Using RSS News Feeds with Perl

Using RSS News Feeds with Perl

Abstract

The Rich Site Summary (RSS) format, previously known as the RDF Site Summary, has quietly become the dominant format for distributing news headlines on the Web.

In this Mother of Perl tutorial, we will write a short Perl script (less than 100 lines) that retrieves an XML RSS file from the Web or local file system and converts it to HTML. Using a Server Side Include (SSI) or similar method, you can easily add news headlines from any number of sources to your Web site.

History

Where did RSS come from you ask? Netscape invented the RSS format for "channels" on Netscape Netcenter (http://my.netscape.com). It was released to the public in March of 1999. The first non-Netscape Web site to incorporate the new format was Scripting News, a popular technology news site run by Dave Winer, president of Userland Software (think Frontier). Interestingly enough, Scripting News had been using its own XML format, scriptingNews, since December of 1997.

In May of 1999, Dave Winer released a new version of the scriptingNews XML format, which added new content-rich elements. Netscape followed suit by adopting most of the new scriptingNews elements into RSS 0.91, which was released in July of 1999.

Userland Software also rolled out their own flavor of my.netscape.com. If you haven't already guessed, it's available at http://my.userland.com.

As far as I know, RSS is the most widely used XML format on the Web today. RSS headlines are available for many popular news sites like Slashdot, Forbes, and CNET News.com, and the list is growing daily.

In a time when "stickiness" is a good, displaying news headlines on your Web site can really help give it the extra "umph" that will encourage users to return. After all, users can only read your president's bio but so many times.

Required Modules

For rss2html.pl to work on your system, you should have a recent version of Perl installed, 5.003 or better. 5.005 is recommended. You will also need the XML::Parser and XML::RSS modules installed.

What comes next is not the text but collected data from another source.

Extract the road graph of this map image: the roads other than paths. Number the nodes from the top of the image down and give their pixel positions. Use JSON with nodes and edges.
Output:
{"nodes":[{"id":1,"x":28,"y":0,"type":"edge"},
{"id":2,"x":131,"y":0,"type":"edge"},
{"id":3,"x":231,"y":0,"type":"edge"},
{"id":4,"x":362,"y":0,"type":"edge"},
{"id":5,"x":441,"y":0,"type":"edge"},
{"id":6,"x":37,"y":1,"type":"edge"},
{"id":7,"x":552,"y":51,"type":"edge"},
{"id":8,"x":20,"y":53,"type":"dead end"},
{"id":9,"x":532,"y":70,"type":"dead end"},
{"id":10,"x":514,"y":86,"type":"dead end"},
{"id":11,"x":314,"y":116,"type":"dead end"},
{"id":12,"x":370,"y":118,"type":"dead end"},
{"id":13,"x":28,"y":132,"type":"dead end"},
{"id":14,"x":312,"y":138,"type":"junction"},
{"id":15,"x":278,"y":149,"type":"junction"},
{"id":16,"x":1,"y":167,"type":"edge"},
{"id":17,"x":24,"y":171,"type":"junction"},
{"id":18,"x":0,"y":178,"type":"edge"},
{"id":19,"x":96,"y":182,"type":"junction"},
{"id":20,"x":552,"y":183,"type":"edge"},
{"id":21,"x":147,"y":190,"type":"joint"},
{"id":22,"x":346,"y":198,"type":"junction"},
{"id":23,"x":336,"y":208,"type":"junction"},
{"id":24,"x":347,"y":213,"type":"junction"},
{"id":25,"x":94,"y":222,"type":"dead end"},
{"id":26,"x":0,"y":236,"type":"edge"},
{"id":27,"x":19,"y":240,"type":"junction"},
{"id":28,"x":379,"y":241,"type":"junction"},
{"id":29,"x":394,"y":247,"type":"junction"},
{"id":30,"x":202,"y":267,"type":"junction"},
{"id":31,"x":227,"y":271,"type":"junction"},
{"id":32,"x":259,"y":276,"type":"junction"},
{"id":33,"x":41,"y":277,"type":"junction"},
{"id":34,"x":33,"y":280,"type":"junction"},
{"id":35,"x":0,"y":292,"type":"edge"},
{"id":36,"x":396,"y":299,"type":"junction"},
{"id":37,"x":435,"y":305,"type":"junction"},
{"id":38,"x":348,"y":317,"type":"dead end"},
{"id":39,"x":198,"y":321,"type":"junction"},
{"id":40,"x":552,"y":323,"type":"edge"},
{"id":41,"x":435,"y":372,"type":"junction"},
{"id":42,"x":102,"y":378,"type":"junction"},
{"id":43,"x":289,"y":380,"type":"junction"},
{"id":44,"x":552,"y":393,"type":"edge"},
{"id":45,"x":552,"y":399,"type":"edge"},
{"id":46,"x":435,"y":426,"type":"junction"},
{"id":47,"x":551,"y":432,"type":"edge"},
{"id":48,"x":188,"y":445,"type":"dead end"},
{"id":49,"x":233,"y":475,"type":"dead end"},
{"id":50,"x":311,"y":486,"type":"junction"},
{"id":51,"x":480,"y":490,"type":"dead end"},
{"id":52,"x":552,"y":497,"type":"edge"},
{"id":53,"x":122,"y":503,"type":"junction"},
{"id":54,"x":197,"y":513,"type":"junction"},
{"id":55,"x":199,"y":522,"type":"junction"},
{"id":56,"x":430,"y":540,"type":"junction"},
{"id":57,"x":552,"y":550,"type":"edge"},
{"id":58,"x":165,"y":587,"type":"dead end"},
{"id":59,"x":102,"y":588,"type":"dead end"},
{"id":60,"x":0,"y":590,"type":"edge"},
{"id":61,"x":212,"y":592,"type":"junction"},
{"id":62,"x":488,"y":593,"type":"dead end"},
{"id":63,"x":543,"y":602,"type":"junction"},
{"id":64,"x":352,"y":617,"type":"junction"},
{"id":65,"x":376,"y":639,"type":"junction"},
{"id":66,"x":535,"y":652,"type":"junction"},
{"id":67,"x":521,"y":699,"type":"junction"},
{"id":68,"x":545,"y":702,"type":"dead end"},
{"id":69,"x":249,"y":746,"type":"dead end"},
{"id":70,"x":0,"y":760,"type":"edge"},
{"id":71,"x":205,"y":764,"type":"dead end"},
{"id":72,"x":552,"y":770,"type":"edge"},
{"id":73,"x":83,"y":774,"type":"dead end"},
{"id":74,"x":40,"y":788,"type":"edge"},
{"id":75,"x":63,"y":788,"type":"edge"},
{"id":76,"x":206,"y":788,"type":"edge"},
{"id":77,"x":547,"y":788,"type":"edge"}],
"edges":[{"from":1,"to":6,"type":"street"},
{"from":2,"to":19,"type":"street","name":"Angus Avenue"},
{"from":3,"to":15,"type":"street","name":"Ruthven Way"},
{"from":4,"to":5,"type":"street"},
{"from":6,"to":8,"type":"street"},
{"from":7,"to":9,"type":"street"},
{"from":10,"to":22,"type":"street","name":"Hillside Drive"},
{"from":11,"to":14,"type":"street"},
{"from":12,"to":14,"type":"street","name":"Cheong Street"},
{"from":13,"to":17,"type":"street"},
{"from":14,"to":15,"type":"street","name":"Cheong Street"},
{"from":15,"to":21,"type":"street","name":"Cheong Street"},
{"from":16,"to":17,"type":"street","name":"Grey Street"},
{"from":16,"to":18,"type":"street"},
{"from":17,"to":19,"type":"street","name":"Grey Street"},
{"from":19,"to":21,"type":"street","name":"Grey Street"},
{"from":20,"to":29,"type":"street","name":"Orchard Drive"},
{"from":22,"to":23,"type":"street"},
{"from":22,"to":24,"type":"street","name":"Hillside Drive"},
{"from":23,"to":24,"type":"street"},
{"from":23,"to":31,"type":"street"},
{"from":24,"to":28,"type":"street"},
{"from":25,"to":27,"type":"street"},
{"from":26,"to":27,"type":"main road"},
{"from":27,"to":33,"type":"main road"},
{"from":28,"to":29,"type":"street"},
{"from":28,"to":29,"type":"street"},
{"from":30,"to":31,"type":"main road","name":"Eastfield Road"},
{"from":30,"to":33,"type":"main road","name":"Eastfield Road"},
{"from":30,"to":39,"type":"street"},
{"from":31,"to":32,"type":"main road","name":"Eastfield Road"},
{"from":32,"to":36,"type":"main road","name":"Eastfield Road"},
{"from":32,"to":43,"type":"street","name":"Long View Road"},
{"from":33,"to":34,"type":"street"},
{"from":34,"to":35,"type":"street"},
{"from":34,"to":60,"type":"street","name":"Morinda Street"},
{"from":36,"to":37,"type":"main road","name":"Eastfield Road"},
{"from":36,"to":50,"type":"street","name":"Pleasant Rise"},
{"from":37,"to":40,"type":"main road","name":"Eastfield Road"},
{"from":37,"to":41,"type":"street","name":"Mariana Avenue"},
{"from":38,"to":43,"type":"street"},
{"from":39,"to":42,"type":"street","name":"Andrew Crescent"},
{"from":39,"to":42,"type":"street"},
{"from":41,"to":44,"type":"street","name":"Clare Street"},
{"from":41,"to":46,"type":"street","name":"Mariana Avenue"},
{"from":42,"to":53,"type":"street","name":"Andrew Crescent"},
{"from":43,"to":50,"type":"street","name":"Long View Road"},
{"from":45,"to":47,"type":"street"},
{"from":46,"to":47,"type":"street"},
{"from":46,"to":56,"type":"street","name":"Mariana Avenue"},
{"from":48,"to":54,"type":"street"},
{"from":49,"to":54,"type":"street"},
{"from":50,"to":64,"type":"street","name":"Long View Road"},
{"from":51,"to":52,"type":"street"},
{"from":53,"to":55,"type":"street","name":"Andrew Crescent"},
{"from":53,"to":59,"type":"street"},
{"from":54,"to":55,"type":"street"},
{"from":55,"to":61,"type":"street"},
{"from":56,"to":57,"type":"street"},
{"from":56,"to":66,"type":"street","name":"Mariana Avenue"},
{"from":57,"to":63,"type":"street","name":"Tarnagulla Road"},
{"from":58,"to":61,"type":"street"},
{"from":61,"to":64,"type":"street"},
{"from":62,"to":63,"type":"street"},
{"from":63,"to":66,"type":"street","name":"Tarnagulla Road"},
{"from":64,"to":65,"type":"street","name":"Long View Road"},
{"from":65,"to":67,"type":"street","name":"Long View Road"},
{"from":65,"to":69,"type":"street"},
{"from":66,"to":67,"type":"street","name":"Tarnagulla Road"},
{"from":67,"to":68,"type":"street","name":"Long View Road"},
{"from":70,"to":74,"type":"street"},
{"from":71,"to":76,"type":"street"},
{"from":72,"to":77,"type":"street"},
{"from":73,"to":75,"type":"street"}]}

To install the modules on a *nix system, type:
perl -MCPAN -e "install XML::Parser"
perl -MCPAN -e "install XML::RSS"

If you're using a win32 machine (Win95/98/NT), you have a recent installation of Activestate Perl. If you don't have a recent version, visit http://www.activestate.com.

To install XML::Parser on a win32 machine type:
ppm install XML-Parser

To install XML::RSS on a win32 machine (you must have a C compiler and nmake):

  • Download the module from: http://search.cpan.org/dist/XML-RSS/
  • Uncompress the zip file and cd to the XML-RSS-0.5 directory
  • type: perl Makefile.PL
  • type: nmake
  • type: nmake install

Next, we'll examine the RSS format in more detail.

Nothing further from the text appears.